New supervision law will step up anti-graft fight
Global Times
1520286356000

Illustration: Liu Rui/GT

A draft supervision law will be deliberated during this year's ongoing two sessions. Upon adoption of the law, a new supervisory network would be established, consisting of supervisory commissions at the national, provincial, city and county levels, with legally defined duties, liabilities and protocols. 

As we all know, the structural and mechanical issues in the country's anti-corruption campaign have been high on the agenda within and outside the Communist Party of China (CPC). Over the years, the Party has been unwavering in its anti-corruption endeavor but there are still corruption cases in various manifestations, to the dismay of the public. After thorough analysis, the CPC Central Committee has found the main obstacles hindering their efforts. On the one hand, the function of anti-corruption organizations is too decentralized to form a concerted supervisory force. On the other, local authorities are too involved in the investigative and handling process of related cases. For instance, there are local governments that repeatedly fail to deal properly with an increasing influx of corruption cases.

Therefore, to open a new chapter in the anti-corruption campaign, the Party has to prescribe an adequate remedy by innovating an anti-corruption institution.

The fundamental task in reforming China's anti-corruption systems and institutions should be changing the highly fragmented and segmented institutional setup and arrangement. And the reform should aim at establishing an independent, authoritative and professional anti-corruption organ. 
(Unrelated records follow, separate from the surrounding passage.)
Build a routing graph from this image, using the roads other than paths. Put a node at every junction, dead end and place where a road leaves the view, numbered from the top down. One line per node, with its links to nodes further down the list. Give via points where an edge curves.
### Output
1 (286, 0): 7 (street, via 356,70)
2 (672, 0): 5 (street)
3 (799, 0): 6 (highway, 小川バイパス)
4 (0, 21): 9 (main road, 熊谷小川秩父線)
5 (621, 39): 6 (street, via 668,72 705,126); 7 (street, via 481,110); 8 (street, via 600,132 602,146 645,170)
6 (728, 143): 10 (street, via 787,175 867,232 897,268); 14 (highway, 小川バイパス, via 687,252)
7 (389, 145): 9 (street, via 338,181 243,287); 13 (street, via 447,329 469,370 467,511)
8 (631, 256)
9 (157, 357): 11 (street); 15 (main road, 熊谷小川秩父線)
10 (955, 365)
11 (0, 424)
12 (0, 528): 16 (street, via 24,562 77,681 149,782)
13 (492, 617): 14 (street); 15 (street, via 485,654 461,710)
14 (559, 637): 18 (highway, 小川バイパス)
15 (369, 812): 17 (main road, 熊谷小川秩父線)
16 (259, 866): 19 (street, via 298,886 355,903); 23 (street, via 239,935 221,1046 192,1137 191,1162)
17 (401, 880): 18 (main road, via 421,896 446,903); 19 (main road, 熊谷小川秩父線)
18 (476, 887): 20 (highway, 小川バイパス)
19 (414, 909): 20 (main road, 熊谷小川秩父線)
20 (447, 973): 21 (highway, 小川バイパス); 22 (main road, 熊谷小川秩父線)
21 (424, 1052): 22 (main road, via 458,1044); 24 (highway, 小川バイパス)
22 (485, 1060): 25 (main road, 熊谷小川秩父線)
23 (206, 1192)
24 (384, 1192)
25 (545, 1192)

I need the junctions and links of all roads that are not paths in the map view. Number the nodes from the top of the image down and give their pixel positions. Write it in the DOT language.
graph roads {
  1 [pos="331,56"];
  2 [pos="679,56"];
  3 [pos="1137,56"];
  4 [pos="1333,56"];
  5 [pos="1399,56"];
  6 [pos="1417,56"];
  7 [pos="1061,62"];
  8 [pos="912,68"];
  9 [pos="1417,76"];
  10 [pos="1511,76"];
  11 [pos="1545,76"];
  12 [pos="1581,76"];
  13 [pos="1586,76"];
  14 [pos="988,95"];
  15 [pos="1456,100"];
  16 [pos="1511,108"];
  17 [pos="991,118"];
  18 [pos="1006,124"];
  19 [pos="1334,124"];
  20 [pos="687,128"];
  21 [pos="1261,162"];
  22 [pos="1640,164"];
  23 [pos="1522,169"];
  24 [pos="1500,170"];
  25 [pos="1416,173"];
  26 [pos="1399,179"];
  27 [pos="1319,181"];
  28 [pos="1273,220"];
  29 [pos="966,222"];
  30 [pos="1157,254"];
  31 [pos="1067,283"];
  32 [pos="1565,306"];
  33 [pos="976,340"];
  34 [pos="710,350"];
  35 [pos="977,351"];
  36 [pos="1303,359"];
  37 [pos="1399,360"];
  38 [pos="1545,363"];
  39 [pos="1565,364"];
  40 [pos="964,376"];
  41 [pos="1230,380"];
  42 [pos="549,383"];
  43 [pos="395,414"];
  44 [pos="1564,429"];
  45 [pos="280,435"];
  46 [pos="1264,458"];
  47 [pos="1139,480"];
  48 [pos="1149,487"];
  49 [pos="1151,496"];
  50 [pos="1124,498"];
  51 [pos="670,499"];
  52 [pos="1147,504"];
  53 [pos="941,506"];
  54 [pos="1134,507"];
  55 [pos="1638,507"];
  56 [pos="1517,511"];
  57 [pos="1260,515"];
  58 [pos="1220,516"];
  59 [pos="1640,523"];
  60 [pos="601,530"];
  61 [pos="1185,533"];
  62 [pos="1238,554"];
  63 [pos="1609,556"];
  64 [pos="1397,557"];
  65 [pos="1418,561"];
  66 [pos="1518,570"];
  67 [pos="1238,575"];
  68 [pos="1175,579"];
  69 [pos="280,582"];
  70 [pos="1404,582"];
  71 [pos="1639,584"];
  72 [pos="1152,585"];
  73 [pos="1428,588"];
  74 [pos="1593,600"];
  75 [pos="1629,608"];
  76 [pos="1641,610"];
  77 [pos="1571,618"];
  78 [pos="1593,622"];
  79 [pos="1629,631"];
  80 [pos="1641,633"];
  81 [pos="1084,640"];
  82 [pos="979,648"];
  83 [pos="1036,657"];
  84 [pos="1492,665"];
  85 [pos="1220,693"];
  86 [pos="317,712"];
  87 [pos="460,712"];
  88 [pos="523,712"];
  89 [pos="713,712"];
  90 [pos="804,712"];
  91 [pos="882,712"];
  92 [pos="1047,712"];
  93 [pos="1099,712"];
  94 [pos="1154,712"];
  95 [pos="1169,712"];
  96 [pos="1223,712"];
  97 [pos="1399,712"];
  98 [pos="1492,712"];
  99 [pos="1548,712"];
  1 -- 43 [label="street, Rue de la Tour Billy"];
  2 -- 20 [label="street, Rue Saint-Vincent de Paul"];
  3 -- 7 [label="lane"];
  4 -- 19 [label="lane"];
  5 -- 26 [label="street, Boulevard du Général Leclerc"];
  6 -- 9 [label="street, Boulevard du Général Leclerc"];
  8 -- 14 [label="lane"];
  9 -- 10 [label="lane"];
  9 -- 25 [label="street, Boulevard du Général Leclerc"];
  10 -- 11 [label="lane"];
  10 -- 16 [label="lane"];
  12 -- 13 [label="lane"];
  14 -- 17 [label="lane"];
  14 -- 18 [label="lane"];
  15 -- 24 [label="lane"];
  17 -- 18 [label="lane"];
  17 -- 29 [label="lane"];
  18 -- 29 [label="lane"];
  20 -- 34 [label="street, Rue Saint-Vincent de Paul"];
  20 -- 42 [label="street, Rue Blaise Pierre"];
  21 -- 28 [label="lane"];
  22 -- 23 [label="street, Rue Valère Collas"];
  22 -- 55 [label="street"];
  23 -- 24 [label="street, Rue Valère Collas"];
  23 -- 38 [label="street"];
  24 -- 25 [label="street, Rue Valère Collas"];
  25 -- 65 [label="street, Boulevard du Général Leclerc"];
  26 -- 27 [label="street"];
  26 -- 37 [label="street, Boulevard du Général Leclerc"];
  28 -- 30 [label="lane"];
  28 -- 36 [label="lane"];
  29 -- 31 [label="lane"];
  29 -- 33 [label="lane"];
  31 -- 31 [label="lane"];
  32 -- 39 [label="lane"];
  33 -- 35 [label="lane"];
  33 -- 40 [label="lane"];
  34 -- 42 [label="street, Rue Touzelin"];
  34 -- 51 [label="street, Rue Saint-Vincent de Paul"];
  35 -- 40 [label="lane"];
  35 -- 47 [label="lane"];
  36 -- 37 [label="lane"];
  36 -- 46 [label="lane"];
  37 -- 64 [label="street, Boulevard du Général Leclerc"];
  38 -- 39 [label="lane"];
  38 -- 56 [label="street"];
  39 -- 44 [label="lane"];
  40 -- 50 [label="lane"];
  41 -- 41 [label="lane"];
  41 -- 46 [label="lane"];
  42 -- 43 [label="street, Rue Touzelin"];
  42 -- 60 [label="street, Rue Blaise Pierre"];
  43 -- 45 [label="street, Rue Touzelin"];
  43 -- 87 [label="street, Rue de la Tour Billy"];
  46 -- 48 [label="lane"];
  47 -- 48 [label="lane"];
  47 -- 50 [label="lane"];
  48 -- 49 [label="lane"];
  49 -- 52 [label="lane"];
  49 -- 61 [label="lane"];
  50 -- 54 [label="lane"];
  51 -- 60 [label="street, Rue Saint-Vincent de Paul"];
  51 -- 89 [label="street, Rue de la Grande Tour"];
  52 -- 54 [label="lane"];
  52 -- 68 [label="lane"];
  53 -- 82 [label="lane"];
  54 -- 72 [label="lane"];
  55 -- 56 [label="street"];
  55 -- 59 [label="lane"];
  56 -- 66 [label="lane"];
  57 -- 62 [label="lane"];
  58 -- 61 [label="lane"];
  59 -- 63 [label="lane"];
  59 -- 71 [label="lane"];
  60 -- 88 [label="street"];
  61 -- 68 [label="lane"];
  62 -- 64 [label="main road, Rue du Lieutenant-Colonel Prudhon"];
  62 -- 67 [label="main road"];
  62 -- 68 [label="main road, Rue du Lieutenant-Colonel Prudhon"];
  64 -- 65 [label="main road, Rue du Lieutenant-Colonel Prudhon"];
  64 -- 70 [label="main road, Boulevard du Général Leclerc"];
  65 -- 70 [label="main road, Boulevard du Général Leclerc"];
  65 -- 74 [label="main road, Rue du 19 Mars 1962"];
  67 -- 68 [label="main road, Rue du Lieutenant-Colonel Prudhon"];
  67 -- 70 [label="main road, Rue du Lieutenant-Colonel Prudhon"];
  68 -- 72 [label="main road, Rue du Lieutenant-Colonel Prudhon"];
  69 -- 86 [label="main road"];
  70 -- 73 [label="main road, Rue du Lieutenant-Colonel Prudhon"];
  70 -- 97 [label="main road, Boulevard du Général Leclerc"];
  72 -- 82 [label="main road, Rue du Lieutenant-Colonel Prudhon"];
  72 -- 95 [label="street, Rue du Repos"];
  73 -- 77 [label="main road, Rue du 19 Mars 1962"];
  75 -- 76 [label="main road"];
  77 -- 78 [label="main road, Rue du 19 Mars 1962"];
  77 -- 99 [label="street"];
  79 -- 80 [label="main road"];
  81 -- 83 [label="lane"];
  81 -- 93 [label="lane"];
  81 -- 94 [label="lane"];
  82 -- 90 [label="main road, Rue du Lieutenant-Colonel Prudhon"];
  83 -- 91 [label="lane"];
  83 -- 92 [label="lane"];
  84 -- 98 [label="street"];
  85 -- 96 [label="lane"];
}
Under the current supervisory system, the CPC Central Commission for Discipline Inspection (CCDI) is the body for inner-Party supervision and an important force in disciplining and governing the Party, while local supervisory organs play a crucial role in ramping up administrative supervision and law-based governance. In between is a blank waiting to be filled: to bring all staff who exercise public power under its coverage. Consequently, a nationwide supervisory system becomes indispensable as it will enable wider supervision coverage in a variety of ways, consequently establishing a unified, authoritative and efficient supervision institution.

National supervisory system reform is a key strategic decision of the CPC Central Committee with Comrade Xi Jinping as the core and a major political system institutional reform concerned with the overall situation. The fundamental goal of reform is to strengthen the leadership of the CPC in the anti-corruption campaign, improve self-supervision of both the Party and the country and further modernize the State governance capacity and system. 

The new top anti-graft body under the Party's leadership is  a law enforcement and supervision organ. It covers all staff working in legislative, administrative, judicial and economic sectors, and works with means including education, prevention, investigation, admonishment and other measures that contribute to constructing clean government. In detail, the new supervisory body is responsible for planning, policymaking, inspection and instruction related to clean governance. 

The commission will be created by the people's congresses to which they are responsible and by which they are supervised. And its staff will work along with the CCDI and share its resources. The CCDI supervises Party members with Party discipline but the new commission will oversee all public employees and those with public power, including members of the eight other political parties as well as non-Party people. 

Setting up the commission is an important political reform for China and must be implemented within the legal framework. Therefore the ongoing NPC session will revise a certain part of the Constitution. It will add a new section about the national supervisory commission to the third chapter "The Structure of the State" in the Constitution, clarifying the nature, position, composition, functions and power of the supervisory commission.  

According to the Constitution, the NPC has the power to elect and remove the director of the new anti-graft body, while the NPC Standing Committee shall appoint or remove its deputy directors and members at the recommendation of its director. 

The commission shall have independent investigative power but must receive legal supervision. For instance, local people's congresses can set up special supervisory commissions to oversee the work of the supervisory commissions. And the commissions shall have their own internal supervision mechanisms to ensure clean and efficient operations. With these internal and external mechanisms, it is expected that the commission will grow to be a significant anti-corruption organ.